» Data to examine:
************

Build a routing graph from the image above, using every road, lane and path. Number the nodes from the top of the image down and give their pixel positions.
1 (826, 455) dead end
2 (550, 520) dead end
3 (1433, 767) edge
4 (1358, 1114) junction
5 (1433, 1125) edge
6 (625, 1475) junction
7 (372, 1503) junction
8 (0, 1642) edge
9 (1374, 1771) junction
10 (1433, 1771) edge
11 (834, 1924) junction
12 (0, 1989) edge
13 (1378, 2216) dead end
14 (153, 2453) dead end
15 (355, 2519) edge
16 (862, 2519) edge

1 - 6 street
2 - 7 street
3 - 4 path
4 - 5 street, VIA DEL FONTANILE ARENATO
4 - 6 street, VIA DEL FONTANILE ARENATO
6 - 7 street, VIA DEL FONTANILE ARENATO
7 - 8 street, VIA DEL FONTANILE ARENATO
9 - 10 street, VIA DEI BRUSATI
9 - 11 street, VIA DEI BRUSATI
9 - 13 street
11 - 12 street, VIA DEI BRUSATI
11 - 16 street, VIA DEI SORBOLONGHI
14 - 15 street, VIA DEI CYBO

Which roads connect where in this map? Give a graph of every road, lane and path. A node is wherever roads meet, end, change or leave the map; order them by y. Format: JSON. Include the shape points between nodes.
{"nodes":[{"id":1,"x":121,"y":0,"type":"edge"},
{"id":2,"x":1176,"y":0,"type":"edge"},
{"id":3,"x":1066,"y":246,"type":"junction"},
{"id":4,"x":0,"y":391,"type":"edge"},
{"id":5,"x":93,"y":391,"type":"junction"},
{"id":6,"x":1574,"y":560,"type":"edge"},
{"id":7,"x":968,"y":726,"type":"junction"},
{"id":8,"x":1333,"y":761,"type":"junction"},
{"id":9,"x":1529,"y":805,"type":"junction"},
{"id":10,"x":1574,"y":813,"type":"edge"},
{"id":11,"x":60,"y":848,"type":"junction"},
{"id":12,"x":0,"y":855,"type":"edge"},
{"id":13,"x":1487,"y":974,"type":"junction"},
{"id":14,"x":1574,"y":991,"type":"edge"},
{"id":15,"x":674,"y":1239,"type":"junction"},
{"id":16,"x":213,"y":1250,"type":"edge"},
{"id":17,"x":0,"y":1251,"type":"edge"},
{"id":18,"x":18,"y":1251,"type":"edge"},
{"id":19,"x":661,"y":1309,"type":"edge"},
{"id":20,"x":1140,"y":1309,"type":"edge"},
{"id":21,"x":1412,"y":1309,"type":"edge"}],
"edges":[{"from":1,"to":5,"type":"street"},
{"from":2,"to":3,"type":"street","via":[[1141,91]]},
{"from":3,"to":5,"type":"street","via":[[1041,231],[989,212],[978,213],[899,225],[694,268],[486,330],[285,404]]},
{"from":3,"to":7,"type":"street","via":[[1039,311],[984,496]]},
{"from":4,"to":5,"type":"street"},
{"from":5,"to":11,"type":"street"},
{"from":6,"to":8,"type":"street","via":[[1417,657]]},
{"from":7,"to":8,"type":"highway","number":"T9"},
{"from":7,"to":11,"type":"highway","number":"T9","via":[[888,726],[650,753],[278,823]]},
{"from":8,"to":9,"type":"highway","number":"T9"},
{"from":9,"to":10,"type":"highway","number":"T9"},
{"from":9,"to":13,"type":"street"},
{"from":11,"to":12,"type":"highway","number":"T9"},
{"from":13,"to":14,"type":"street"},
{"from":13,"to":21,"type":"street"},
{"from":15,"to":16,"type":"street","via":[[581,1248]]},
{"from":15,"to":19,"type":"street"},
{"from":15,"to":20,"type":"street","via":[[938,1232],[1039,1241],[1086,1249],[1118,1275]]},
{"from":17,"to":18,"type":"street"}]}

************

» Task to complete: Each record above is to be reproduced verbatim.

» Final answer:
Build a routing graph from the image above, using every road, lane and path. Number the nodes from the top of the image down and give their pixel positions.
1 (826, 455) dead end
2 (550, 520) dead end
3 (1433, 767) edge
4 (1358, 1114) junction
5 (1433, 1125) edge
6 (625, 1475) junction
7 (372, 1503) junction
8 (0, 1642) edge
9 (1374, 1771) junction
10 (1433, 1771) edge
11 (834, 1924) junction
12 (0, 1989) edge
13 (1378, 2216) dead end
14 (153, 2453) dead end
15 (355, 2519) edge
16 (862, 2519) edge

1 - 6 street
2 - 7 street
3 - 4 path
4 - 5 street, VIA DEL FONTANILE ARENATO
4 - 6 street, VIA DEL FONTANILE ARENATO
6 - 7 street, VIA DEL FONTANILE ARENATO
7 - 8 street, VIA DEL FONTANILE ARENATO
9 - 10 street, VIA DEI BRUSATI
9 - 11 street, VIA DEI BRUSATI
9 - 13 street
11 - 12 street, VIA DEI BRUSATI
11 - 16 street, VIA DEI SORBOLONGHI
14 - 15 street, VIA DEI CYBO

Which roads connect where in this map? Give a graph of every road, lane and path. A node is wherever roads meet, end, change or leave the map; order them by y. Format: JSON. Include the shape points between nodes.
{"nodes":[{"id":1,"x":121,"y":0,"type":"edge"},
{"id":2,"x":1176,"y":0,"type":"edge"},
{"id":3,"x":1066,"y":246,"type":"junction"},
{"id":4,"x":0,"y":391,"type":"edge"},
{"id":5,"x":93,"y":391,"type":"junction"},
{"id":6,"x":1574,"y":560,"type":"edge"},
{"id":7,"x":968,"y":726,"type":"junction"},
{"id":8,"x":1333,"y":761,"type":"junction"},
{"id":9,"x":1529,"y":805,"type":"junction"},
{"id":10,"x":1574,"y":813,"type":"edge"},
{"id":11,"x":60,"y":848,"type":"junction"},
{"id":12,"x":0,"y":855,"type":"edge"},
{"id":13,"x":1487,"y":974,"type":"junction"},
{"id":14,"x":1574,"y":991,"type":"edge"},
{"id":15,"x":674,"y":1239,"type":"junction"},
{"id":16,"x":213,"y":1250,"type":"edge"},
{"id":17,"x":0,"y":1251,"type":"edge"},
{"id":18,"x":18,"y":1251,"type":"edge"},
{"id":19,"x":661,"y":1309,"type":"edge"},
{"id":20,"x":1140,"y":1309,"type":"edge"},
{"id":21,"x":1412,"y":1309,"type":"edge"}],
"edges":[{"from":1,"to":5,"type":"street"},
{"from":2,"to":3,"type":"street","via":[[1141,91]]},
{"from":3,"to":5,"type":"street","via":[[1041,231],[989,212],[978,213],[899,225],[694,268],[486,330],[285,404]]},
{"from":3,"to":7,"type":"street","via":[[1039,311],[984,496]]},
{"from":4,"to":5,"type":"street"},
{"from":5,"to":11,"type":"street"},
{"from":6,"to":8,"type":"street","via":[[1417,657]]},
{"from":7,"to":8,"type":"highway","number":"T9"},
{"from":7,"to":11,"type":"highway","number":"T9","via":[[888,726],[650,753],[278,823]]},
{"from":8,"to":9,"type":"highway","number":"T9"},
{"from":9,"to":10,"type":"highway","number":"T9"},
{"from":9,"to":13,"type":"street"},
{"from":11,"to":12,"type":"highway","number":"T9"},
{"from":13,"to":14,"type":"street"},
{"from":13,"to":21,"type":"street"},
{"from":15,"to":16,"type":"street","via":[[581,1248]]},
{"from":15,"to":19,"type":"street"},
{"from":15,"to":20,"type":"street","via":[[938,1232],[1039,1241],[1086,1249],[1118,1275]]},
{"from":17,"to":18,"type":"street"}]}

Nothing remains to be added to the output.